===== The data =====

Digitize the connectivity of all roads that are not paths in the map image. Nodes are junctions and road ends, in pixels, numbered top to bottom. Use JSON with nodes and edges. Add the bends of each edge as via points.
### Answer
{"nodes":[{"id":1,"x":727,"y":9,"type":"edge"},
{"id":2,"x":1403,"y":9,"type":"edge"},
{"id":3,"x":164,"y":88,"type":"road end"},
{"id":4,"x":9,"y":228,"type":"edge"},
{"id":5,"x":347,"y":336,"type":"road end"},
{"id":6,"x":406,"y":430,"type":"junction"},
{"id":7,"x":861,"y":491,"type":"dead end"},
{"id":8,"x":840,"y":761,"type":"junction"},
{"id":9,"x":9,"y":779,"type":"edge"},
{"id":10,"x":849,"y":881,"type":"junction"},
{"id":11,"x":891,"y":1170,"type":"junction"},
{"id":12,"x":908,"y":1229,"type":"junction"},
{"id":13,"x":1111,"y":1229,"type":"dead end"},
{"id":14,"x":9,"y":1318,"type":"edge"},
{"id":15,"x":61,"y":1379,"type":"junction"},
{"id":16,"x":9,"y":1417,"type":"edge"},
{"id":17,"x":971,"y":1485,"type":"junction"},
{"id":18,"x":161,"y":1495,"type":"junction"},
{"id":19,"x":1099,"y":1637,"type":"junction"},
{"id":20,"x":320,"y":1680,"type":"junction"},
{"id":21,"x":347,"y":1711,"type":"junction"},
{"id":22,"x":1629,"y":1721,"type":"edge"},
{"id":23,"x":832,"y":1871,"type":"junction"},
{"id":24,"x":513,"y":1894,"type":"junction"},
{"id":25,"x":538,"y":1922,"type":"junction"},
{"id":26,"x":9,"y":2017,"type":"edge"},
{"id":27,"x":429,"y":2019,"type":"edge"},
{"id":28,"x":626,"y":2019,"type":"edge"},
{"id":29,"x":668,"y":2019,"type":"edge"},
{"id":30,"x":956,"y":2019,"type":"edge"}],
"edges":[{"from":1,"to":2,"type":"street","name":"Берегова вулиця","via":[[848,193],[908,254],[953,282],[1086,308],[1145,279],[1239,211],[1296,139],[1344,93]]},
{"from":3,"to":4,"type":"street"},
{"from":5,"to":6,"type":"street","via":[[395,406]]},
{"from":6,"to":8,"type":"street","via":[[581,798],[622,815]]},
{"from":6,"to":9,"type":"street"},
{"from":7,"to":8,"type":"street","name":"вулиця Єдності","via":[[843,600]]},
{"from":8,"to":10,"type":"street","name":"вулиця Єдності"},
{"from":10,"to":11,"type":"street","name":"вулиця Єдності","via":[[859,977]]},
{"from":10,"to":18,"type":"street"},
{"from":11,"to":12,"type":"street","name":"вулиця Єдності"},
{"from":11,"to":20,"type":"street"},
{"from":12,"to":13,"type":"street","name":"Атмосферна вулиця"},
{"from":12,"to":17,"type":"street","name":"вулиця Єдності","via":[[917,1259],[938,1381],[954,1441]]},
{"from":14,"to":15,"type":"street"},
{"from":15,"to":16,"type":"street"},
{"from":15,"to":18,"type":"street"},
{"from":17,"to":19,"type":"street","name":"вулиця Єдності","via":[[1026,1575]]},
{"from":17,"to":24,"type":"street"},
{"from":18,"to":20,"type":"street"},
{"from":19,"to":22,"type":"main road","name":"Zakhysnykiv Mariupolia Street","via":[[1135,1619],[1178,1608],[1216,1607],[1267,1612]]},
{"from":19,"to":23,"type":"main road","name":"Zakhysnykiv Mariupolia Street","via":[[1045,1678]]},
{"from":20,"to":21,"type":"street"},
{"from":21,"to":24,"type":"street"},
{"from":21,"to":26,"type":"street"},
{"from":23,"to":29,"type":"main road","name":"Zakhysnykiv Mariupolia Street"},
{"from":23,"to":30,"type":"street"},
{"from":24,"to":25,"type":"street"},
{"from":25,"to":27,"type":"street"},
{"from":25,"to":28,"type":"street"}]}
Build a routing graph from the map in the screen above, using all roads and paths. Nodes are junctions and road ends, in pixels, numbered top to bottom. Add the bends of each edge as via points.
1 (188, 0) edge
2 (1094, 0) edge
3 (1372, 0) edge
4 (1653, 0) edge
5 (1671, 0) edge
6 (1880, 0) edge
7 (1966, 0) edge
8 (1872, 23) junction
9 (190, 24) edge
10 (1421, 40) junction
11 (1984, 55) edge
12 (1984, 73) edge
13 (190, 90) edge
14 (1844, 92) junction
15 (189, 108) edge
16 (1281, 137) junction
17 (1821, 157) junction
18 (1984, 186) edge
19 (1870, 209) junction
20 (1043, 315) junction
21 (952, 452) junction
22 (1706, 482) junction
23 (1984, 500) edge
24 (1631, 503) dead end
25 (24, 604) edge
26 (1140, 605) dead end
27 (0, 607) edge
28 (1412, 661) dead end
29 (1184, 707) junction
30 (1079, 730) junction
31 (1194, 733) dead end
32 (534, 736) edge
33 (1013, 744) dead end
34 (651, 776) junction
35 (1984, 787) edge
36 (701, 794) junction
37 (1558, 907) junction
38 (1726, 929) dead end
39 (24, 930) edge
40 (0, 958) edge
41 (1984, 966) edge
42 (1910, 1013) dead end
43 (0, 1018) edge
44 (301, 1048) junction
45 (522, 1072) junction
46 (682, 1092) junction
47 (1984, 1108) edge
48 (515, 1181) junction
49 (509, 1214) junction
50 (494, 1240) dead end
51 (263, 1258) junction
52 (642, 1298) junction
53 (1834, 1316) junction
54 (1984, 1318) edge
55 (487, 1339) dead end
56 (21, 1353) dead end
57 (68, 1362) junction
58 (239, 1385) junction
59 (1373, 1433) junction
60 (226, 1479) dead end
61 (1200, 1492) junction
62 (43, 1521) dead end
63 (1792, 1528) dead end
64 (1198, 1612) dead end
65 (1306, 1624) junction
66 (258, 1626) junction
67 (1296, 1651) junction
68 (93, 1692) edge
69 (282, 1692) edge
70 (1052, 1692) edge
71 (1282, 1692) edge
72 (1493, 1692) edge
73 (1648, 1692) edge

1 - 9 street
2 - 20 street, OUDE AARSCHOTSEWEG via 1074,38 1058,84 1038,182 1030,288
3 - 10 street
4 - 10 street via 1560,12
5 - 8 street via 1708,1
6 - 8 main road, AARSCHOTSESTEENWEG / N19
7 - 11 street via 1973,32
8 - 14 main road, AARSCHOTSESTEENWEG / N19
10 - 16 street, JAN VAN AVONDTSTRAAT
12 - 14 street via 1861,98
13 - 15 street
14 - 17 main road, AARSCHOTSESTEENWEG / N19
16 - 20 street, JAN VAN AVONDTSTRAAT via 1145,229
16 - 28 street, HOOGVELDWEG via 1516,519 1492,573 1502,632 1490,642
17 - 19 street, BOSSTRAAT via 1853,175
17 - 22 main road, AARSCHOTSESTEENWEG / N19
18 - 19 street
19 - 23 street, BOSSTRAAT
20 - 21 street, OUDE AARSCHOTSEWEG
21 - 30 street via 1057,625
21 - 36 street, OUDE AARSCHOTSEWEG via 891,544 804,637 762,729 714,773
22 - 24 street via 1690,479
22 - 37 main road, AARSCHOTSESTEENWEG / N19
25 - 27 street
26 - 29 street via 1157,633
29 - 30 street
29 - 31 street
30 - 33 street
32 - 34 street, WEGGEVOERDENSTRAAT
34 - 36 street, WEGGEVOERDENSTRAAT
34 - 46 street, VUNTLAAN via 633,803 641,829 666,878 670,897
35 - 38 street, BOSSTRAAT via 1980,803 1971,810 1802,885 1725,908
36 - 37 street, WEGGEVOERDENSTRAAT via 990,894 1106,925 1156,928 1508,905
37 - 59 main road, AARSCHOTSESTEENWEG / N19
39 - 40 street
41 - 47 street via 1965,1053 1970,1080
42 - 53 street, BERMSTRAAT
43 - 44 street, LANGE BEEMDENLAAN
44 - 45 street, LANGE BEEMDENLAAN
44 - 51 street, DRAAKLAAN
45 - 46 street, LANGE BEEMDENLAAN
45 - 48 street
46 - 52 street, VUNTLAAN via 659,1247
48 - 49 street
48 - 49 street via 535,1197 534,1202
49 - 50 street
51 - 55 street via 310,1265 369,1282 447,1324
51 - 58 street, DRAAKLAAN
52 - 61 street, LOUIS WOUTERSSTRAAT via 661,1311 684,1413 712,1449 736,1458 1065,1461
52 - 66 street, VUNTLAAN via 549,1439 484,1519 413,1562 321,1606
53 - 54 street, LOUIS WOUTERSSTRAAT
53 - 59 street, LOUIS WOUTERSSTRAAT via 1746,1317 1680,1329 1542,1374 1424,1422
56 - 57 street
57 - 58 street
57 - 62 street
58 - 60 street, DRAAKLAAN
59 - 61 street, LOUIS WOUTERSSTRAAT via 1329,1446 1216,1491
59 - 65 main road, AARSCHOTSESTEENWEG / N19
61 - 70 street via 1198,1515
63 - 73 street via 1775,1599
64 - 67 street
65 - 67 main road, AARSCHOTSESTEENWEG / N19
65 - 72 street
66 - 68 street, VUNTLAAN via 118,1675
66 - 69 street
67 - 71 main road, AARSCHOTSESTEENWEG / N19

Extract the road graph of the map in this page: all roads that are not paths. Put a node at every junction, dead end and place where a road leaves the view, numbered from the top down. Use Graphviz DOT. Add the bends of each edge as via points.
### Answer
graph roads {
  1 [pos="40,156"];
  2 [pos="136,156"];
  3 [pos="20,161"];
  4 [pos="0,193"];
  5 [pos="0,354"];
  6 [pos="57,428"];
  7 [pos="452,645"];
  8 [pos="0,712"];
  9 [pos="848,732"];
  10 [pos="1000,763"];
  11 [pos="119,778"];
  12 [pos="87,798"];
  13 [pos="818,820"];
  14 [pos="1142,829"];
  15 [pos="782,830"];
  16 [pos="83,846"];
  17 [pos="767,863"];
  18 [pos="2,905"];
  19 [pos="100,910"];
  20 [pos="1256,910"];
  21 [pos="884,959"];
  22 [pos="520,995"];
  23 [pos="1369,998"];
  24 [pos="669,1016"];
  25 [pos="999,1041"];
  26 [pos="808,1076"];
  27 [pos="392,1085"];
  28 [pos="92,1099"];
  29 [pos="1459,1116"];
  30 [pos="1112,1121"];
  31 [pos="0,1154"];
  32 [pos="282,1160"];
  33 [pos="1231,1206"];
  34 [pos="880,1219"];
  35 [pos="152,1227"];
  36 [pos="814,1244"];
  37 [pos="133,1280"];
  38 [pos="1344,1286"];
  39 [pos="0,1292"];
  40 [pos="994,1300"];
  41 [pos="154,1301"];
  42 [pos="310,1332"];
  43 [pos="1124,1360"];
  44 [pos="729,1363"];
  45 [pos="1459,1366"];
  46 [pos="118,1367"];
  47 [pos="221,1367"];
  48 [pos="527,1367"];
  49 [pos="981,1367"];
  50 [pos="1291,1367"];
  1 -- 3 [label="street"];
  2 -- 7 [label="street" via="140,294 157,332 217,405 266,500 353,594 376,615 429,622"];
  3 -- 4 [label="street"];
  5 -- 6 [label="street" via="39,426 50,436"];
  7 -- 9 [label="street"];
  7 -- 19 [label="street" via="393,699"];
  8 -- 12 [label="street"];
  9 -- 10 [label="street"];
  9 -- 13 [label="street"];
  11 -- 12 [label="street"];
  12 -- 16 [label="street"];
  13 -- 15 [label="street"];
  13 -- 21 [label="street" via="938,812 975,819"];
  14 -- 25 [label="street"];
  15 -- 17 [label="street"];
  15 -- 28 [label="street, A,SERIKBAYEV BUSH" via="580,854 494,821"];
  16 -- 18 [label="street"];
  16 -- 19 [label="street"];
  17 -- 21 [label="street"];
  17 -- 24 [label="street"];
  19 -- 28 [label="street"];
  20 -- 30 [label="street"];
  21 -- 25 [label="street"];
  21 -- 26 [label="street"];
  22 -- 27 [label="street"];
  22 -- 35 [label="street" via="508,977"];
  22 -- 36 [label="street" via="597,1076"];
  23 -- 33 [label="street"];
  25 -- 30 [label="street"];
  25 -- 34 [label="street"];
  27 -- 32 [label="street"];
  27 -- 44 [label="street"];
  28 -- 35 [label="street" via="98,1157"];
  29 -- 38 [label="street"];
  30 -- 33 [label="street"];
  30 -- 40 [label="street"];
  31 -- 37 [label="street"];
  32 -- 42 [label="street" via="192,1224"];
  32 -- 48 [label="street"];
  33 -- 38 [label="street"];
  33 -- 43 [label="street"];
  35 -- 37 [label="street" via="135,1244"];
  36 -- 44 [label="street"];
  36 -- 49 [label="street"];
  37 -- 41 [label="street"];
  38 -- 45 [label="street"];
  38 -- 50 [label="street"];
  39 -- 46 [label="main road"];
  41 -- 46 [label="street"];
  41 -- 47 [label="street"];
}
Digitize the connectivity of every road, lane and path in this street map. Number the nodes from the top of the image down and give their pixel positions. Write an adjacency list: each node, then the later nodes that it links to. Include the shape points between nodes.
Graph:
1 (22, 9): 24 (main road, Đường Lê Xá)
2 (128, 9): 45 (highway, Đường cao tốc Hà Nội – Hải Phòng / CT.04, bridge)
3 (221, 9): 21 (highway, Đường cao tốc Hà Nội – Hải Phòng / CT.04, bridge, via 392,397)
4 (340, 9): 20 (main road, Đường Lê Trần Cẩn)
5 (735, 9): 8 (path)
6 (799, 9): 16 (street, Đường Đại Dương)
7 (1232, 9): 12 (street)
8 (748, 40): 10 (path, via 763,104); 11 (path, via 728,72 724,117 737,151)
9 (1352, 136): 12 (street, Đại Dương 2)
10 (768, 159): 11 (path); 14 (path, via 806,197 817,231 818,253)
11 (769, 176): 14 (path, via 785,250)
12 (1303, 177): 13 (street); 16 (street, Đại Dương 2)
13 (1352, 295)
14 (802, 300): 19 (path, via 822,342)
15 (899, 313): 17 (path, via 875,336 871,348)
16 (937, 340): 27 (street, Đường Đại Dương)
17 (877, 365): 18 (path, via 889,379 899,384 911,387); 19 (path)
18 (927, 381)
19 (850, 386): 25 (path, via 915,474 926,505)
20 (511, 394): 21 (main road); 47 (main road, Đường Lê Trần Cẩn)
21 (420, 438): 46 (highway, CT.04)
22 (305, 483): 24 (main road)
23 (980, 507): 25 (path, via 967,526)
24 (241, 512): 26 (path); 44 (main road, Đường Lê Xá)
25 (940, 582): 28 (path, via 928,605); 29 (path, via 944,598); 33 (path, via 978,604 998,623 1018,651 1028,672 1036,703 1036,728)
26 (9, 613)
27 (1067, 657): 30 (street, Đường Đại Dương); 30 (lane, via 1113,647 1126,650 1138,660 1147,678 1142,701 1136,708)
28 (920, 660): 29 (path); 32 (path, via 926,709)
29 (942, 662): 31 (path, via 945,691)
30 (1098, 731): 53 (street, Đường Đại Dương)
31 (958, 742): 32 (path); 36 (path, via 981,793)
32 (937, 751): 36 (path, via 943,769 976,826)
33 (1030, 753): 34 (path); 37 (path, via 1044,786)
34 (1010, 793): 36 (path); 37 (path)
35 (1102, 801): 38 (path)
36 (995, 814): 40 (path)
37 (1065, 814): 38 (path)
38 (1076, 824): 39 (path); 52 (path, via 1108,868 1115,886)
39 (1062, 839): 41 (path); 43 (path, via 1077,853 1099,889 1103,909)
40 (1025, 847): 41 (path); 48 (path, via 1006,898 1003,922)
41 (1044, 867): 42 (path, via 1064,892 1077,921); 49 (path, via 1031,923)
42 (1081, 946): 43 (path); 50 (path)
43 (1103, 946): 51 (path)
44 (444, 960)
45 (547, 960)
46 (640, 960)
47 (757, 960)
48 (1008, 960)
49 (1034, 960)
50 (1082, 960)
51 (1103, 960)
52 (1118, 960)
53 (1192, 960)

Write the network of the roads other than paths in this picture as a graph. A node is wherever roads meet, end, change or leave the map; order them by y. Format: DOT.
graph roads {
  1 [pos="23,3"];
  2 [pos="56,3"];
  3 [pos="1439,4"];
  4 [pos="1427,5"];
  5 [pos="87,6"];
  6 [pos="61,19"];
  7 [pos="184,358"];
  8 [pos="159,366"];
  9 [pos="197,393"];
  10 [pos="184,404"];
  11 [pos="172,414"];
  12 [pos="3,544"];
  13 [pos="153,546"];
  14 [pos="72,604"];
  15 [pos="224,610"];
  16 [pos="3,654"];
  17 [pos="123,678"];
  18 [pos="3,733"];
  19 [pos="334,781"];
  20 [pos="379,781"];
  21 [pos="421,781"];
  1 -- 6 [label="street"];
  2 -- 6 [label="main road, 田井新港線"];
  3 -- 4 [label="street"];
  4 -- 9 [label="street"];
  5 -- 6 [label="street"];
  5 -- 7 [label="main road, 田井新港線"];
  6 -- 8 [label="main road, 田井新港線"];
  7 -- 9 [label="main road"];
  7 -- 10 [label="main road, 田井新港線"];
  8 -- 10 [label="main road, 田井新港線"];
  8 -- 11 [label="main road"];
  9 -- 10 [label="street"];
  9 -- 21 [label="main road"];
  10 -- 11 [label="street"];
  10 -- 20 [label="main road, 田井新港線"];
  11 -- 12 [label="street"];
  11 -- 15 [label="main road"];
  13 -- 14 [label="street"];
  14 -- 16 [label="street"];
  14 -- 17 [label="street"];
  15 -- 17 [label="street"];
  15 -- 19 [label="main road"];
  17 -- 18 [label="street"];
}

=====

> **What the task requires**
Your answer must be the line that contains "Write the network" and every line after it to the end of the records, reproduced exactly.

> **Response area**
Write the network of the roads other than paths in this picture as a graph. A node is wherever roads meet, end, change or leave the map; order them by y. Format: DOT.
graph roads {
  1 [pos="23,3"];
  2 [pos="56,3"];
  3 [pos="1439,4"];
  4 [pos="1427,5"];
  5 [pos="87,6"];
  6 [pos="61,19"];
  7 [pos="184,358"];
  8 [pos="159,366"];
  9 [pos="197,393"];
  10 [pos="184,404"];
  11 [pos="172,414"];
  12 [pos="3,544"];
  13 [pos="153,546"];
  14 [pos="72,604"];
  15 [pos="224,610"];
  16 [pos="3,654"];
  17 [pos="123,678"];
  18 [pos="3,733"];
  19 [pos="334,781"];
  20 [pos="379,781"];
  21 [pos="421,781"];
  1 -- 6 [label="street"];
  2 -- 6 [label="main road, 田井新港線"];
  3 -- 4 [label="street"];
  4 -- 9 [label="street"];
  5 -- 6 [label="street"];
  5 -- 7 [label="main road, 田井新港線"];
  6 -- 8 [label="main road, 田井新港線"];
  7 -- 9 [label="main road"];
  7 -- 10 [label="main road, 田井新港線"];
  8 -- 10 [label="main road, 田井新港線"];
  8 -- 11 [label="main road"];
  9 -- 10 [label="street"];
  9 -- 21 [label="main road"];
  10 -- 11 [label="street"];
  10 -- 20 [label="main road, 田井新港線"];
  11 -- 12 [label="street"];
  11 -- 15 [label="main road"];
  13 -- 14 [label="street"];
  14 -- 16 [label="street"];
  14 -- 17 [label="street"];
  15 -- 17 [label="street"];
  15 -- 19 [label="main road"];
  17 -- 18 [label="street"];
}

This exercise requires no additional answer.